Christmas tree ribbon ideas are making a comeback. For some time decorating with bows fell out of favor, conjuring images of glitzy overdressed trees, but in recent years ribbons and bows have been shaking off their frumpy associations and are being used in tasteful, relaxed ways to tap into a nostalgic aesthetic.
Using ribbons to decorate Christmas trees is nothing new, and has been done since the Victorian era. As many of us yearn for simpler times and dream of Christmases past, some are turning to vintage decorations and reviving old traditions. Plus, in a time when all our thoughts are turning to the environment, decorating with fabric ribbons can make an eco-friendly alternative to investing in new decorations.
To help get you inspired we've rounded up a host of Christmas tree ideas decorated with ribbons, including pre-made bow decorations and pretty ideas for tying ribbons
Christmas tree ribbon ideas
Christmas tree ribbon ideas are a fabulous way to bring color and elegance to a Christmas tree. As well as being a great way to channel a vintage Christmas tree theme, decorating a Christmas tree with bows is a look easy to achieve by simply tying lengths of ribbon on the ends of individual branches. Alternatively, you can buy pre-made bow decorations that can be hung on the tree or attached with wires and clips – these can also be used for Christmas wreath ideas or Christmas gift-wrapping ideas.
'Beautifully tied bows for the tree are a must. Not only are they a fantastic space filler if you don’t want to go overboard with baubles, they also add a professional touch when you buy them pre-tied into the already perfect bow,' says Dani Taylor, product and creative director at Cox & Cox.
1. Create a vintage look with velvet ribbons
For an elegant vintage look try velvet ribbons in rich, dusky colors, such as these from Rowen & Wren – keep the ribbons long for a relaxed, bohemian look.
The great thing about decorating a tree with ribbons is that, unlike regular decorations which have to be individually wrapped and stored away, ribbon can simply be rolled up and stored in a shallow box.
2. Use a ribbon as a tree topper
A wide, colorful ribbon can make a simple and elegant alternative to traditional tree topper ideas. Stars and angels can often have a tendency to fall off, but ribbons will stay safely in place – great if there are children or animals running around. For best results try a wide, wired ribbon that will keep its shape.
Wired Christmas ribbon, like this from Amazon, holds its shape best.
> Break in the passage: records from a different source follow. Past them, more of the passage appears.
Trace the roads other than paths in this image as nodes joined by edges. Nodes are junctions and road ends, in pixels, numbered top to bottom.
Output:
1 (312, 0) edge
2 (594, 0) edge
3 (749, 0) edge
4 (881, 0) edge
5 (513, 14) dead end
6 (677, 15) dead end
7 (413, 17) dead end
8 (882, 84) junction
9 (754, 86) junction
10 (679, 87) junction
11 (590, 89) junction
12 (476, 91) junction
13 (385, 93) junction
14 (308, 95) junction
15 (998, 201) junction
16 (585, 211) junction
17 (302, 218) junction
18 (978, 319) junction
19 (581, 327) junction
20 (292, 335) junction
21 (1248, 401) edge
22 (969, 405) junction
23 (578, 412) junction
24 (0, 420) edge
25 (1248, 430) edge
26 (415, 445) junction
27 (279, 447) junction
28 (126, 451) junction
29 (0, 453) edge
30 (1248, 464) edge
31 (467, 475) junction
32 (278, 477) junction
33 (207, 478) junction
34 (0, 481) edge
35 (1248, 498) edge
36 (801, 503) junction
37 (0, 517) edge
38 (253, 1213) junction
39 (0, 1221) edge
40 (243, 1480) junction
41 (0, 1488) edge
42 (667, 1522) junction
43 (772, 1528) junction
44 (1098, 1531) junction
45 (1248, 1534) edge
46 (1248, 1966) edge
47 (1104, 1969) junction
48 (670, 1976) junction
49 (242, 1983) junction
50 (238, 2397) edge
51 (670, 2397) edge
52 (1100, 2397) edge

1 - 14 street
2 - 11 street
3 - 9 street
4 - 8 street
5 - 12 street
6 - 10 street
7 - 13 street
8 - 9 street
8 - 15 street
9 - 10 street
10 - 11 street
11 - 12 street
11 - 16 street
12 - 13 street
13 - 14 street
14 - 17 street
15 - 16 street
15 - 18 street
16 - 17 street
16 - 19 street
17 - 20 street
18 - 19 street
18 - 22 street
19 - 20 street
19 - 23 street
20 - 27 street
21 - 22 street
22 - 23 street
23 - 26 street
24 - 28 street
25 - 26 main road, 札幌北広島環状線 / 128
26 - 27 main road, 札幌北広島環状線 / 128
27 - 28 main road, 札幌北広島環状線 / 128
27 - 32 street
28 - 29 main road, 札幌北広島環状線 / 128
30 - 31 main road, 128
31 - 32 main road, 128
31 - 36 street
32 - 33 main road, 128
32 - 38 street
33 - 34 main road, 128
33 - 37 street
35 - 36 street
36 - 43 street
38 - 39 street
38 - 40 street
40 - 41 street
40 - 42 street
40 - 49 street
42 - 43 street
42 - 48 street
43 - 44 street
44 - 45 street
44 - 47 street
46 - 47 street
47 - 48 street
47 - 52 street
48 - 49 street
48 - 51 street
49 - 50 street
3. Go for traditional white and gold
For a classic and elegant look you can't go wrong with a palette of white and gold. Here bows made from organza ribbon make a fitting choice of tree decoration for this traditional living room.
4. Get creative
If you like to get stuck into a spot of mindful Christmas crafting why not get creative with some handmade ribbon decorations? Annabel Lewis, founder of the British ribbon store VV Rouleaux has given her tree a touch of glamor with handmade bow decorations made from wide organza ribbon and diamanté buckles.
‘People want to be different – people are making individual things themselves now and they want something unique, not just off the shelf. V V Rouleaux is an ingredients company,’ she says, ‘for everyone doing anything, for display, decoration, interiors, fashion and theatre.’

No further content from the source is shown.